I have the next nonlinear PDE system, and I want to apply a SECOND ORDER CENTRAL finite difference scheme in TIME and a SECOND ORDER CENTRAL finite difference scheme in SPACE:
$u_t=D_u u_{xx}-u+av+u^2v\\ v_t=D_v v_{xx}+b-av-u^2v$
Where $D_u,D_v,a,b $ are constants. How can I apply that second order finite difference schemes for the variables $u$ and $v$. Is it correct to use
$u_t=\frac{u_p^{n+1}-2u_p^n+u_p^{n-1}}{k^2}$?.

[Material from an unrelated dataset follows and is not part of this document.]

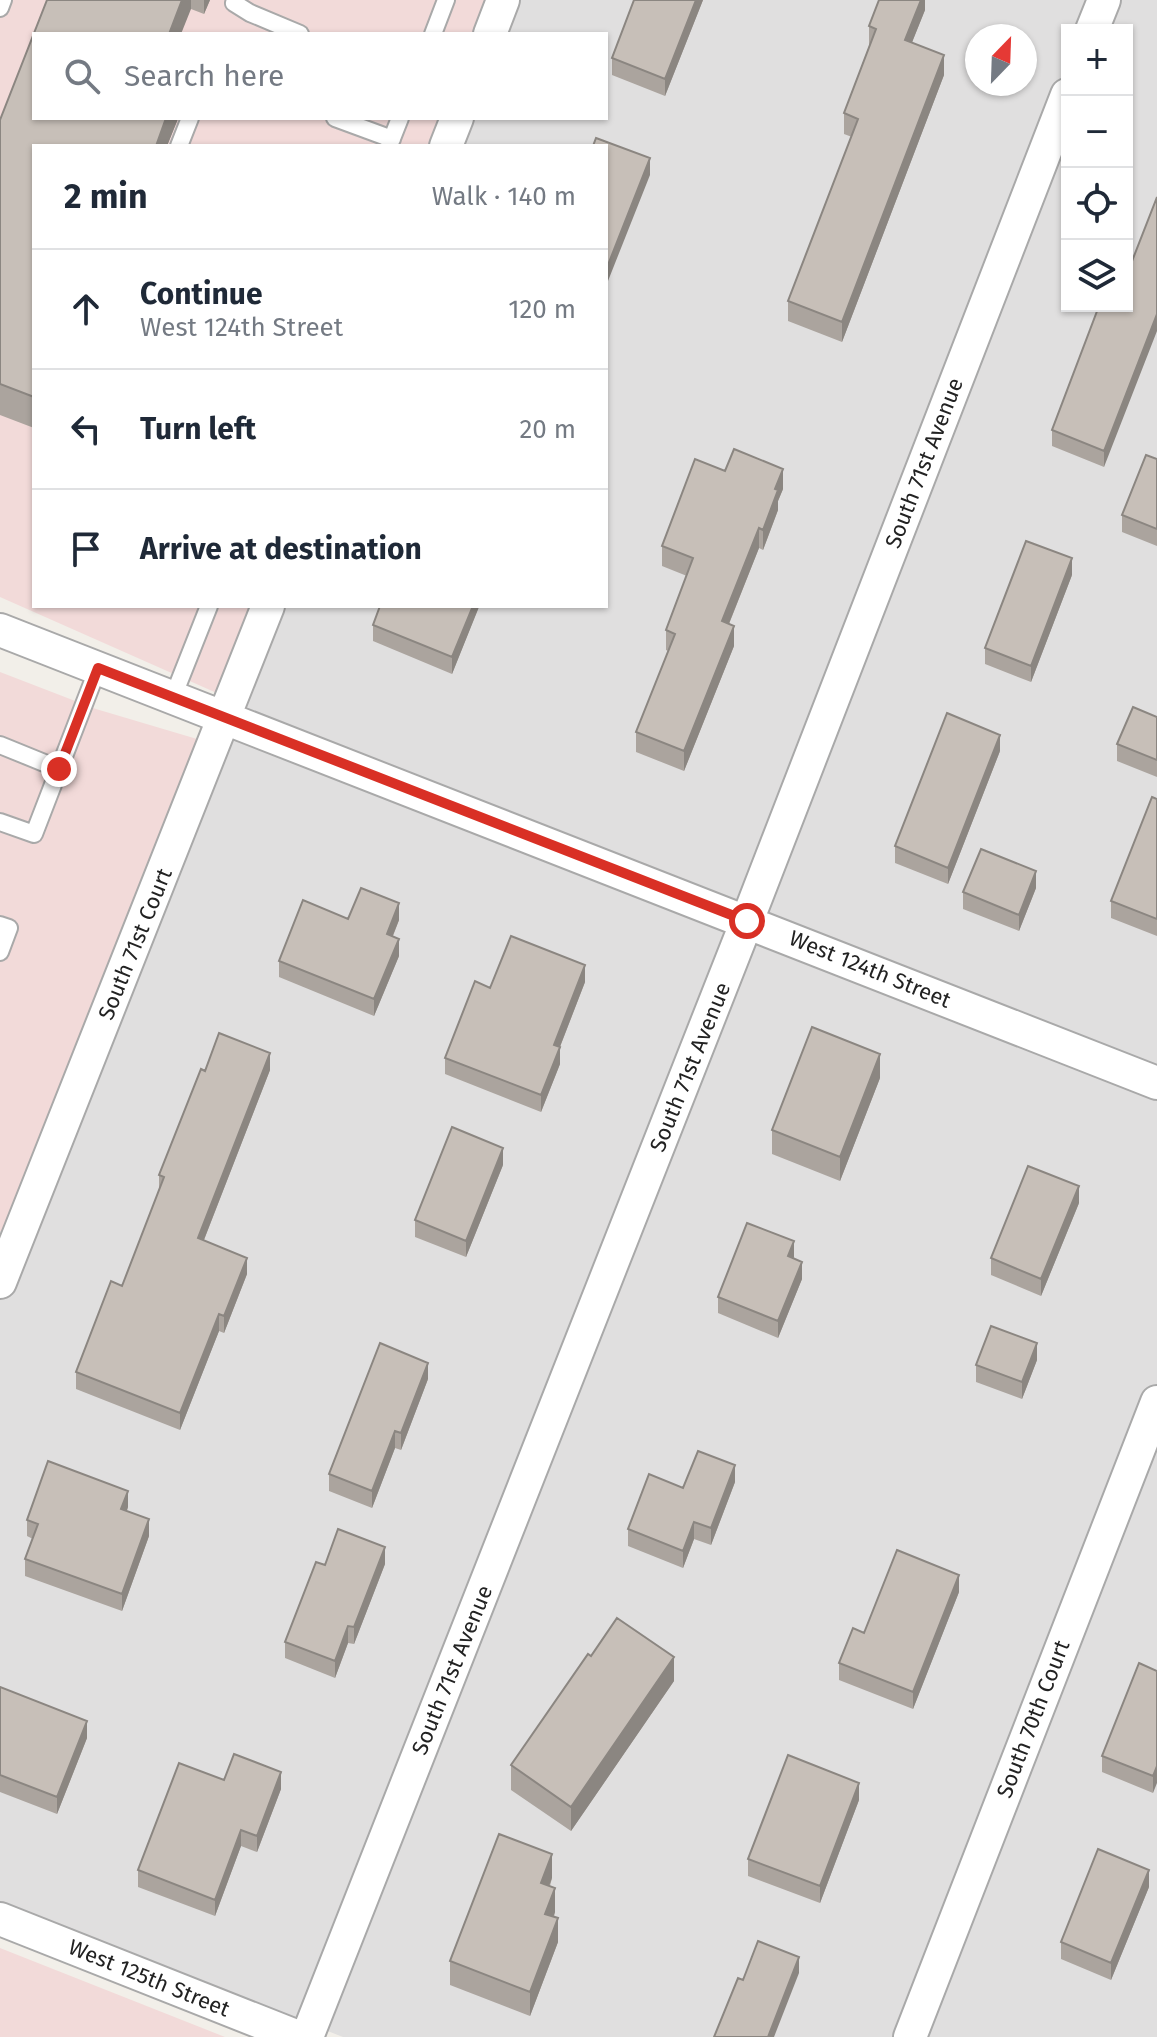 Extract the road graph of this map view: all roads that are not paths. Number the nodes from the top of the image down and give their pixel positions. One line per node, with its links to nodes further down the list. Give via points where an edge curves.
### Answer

If not, how can I assure a second order approach centered in time and space?. Is there anyway to use an implicit scheme for time and space?. I think I have a explicit scheme but I'm using $u_t=\frac{u_p^{n+1}-2u_p^n+u_p^{n-1}}{k^2}$ and I don't think that is correct. Is there somebody that can help me out?
For the time integration, Crank-Nicholson is the classic choice for implicit second order accurate method.
You could use instead $$u_t \approx \frac{u^{n+1} - u^{n-1}}{2 \Delta t}.$$
The equation you give is for second derivatives $u_{tt}$ and can be used to obtain a second order accurate method for the spatial derivatives $u_{xx}, v_{xx}$.